Gone are the days that consumers might use one or two devices to interact with a brand. Nowadays, a customer’s journey might start on mobile while on the morning commute, switch to desktop once they get to the office, and then be picked up via a tablet device when relaxing at home in the evening.

They may even pop into a store at the weekend or make a call to the call centre.  

 Above all, consumers expect to be able to pick up where they left off, for the experience to be easy and to feel ‘known’. So, marketers and CX professionals need to be savvy when it comes to joining together these activities and behaviours. 

The industry needs to move away from ‘multichannel’, to instead be thinking about how best to implement ‘omnichannel’ approach. If an organisation’s strategy doesn’t consider the entire customer journey and the touchpoints traversed, their profile of each customer will likely be incomplete.

So much so, marketers and CX professionals could be missing key signals that are the difference between keeping a customer or not. 

If that’s the case, it’s time for a rethink. 

A true omnichannel strategy connects every bit of customer behaviour and context, however big or small, digital or physical. This is a huge factor in orchestrating customer journeys and understanding where the intent lies. And while omnichannel understanding isn’t immediate, connecting two channels is the starting point and the route to improved Customer Experience.
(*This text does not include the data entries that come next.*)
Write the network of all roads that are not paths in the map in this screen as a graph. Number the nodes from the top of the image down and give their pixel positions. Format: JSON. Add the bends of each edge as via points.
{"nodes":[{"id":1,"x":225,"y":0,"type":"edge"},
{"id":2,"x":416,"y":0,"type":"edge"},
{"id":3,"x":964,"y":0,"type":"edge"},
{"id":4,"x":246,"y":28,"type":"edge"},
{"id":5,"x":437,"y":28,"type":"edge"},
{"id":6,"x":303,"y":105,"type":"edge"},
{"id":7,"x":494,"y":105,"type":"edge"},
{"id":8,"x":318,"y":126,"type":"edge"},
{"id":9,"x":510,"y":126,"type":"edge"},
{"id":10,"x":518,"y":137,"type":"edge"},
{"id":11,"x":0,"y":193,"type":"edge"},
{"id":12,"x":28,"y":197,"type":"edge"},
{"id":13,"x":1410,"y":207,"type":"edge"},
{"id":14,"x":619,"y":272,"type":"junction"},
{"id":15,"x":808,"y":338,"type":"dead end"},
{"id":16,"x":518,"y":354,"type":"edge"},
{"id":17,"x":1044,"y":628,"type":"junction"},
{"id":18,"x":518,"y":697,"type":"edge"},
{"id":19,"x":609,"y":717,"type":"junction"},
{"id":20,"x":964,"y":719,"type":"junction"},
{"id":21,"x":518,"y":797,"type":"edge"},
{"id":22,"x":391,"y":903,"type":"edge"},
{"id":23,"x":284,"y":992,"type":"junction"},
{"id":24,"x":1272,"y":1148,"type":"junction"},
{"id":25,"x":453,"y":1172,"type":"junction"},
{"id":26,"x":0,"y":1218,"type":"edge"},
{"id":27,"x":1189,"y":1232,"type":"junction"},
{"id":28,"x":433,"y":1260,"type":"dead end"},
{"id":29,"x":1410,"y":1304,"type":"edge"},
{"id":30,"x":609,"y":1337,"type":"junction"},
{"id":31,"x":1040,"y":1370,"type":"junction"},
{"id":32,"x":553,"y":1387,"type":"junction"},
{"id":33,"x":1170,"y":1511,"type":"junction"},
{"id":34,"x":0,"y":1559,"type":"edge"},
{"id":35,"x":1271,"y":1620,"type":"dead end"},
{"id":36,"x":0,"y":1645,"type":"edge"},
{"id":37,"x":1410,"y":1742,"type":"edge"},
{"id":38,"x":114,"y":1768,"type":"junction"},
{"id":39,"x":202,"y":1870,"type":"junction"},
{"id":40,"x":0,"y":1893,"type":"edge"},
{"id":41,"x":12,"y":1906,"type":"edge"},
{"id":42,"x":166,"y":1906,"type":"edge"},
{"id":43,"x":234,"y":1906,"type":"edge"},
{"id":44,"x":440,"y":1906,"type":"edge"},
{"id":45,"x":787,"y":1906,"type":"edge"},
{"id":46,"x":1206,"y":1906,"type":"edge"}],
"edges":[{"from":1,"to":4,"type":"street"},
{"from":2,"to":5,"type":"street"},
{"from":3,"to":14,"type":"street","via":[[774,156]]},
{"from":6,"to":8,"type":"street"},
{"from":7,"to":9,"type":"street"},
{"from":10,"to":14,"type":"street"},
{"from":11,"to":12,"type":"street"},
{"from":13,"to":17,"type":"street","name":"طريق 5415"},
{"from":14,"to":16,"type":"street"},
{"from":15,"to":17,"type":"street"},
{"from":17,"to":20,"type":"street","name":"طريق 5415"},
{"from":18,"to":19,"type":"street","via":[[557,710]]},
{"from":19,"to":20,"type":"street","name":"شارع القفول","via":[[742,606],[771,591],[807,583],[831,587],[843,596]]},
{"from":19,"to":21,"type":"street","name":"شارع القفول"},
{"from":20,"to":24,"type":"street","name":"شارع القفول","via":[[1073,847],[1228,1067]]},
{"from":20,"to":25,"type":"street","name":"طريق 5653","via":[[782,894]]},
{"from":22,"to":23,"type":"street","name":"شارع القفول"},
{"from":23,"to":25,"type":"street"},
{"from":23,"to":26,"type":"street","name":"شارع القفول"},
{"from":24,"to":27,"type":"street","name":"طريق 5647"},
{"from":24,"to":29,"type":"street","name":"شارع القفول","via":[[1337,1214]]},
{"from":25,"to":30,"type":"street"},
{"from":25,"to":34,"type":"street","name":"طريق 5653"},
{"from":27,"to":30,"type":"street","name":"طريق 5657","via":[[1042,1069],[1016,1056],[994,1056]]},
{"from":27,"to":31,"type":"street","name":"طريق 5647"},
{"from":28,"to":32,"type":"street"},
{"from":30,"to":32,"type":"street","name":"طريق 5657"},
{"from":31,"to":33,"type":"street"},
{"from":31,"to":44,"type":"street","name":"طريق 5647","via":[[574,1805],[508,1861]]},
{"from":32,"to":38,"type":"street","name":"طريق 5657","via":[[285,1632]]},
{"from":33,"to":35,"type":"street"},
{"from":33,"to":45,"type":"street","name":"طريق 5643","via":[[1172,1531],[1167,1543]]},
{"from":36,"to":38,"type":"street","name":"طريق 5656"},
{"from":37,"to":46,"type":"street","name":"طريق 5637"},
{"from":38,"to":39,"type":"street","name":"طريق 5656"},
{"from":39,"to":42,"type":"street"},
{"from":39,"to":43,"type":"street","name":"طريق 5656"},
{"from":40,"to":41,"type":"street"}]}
Adding new channels is the correct long-term strategy, and becoming fully omnichannel need not be daunting.

3. Building a long-term approach

The biggest mistake a business can make is to focus these efforts only on campaigns. Or worse still, throwing out the rulebook at specific seasonal moments.

Think of Black Friday.

A brand has spent months getting to know a customer and building a delicate relationship, but in a moment of mass marketing, hounds them with irrelevant offers to shift products. It’s not customer-centric, it’s brand-centric. True customer-centricity is always-on, not a sporadic, part-time bolt-on.

Harnessing existing data and making sense of real-time behaviours over time will equip marketers and CX professionals with the insights they need to provide individual, richer experiences that have far more value than one day of discounts.

However, we mustn’t be blind to the fact that data has a short shelf life, as described by Forrester’s Mike Gualteri as “perishable insights”.

Collecting data is not a tick-box exercise, and professionals cannot sit back thinking the job is done, or that they have ‘enough’ data. Existing customer insights expire as soon as that same customer clicks, browses, or visits again, and again. Adaptive, real-time insights are key.

While this may all seem like a complex process, in actual fact, it’s easier than most organisations think. Journey orchestration is the answer. Orchestrating the appropriate response for an individual based on real-time insight and understanding intent, then delivering what the customer needs in the moment, is what helps brands stand apart from the competition and what sets them up for longer form success.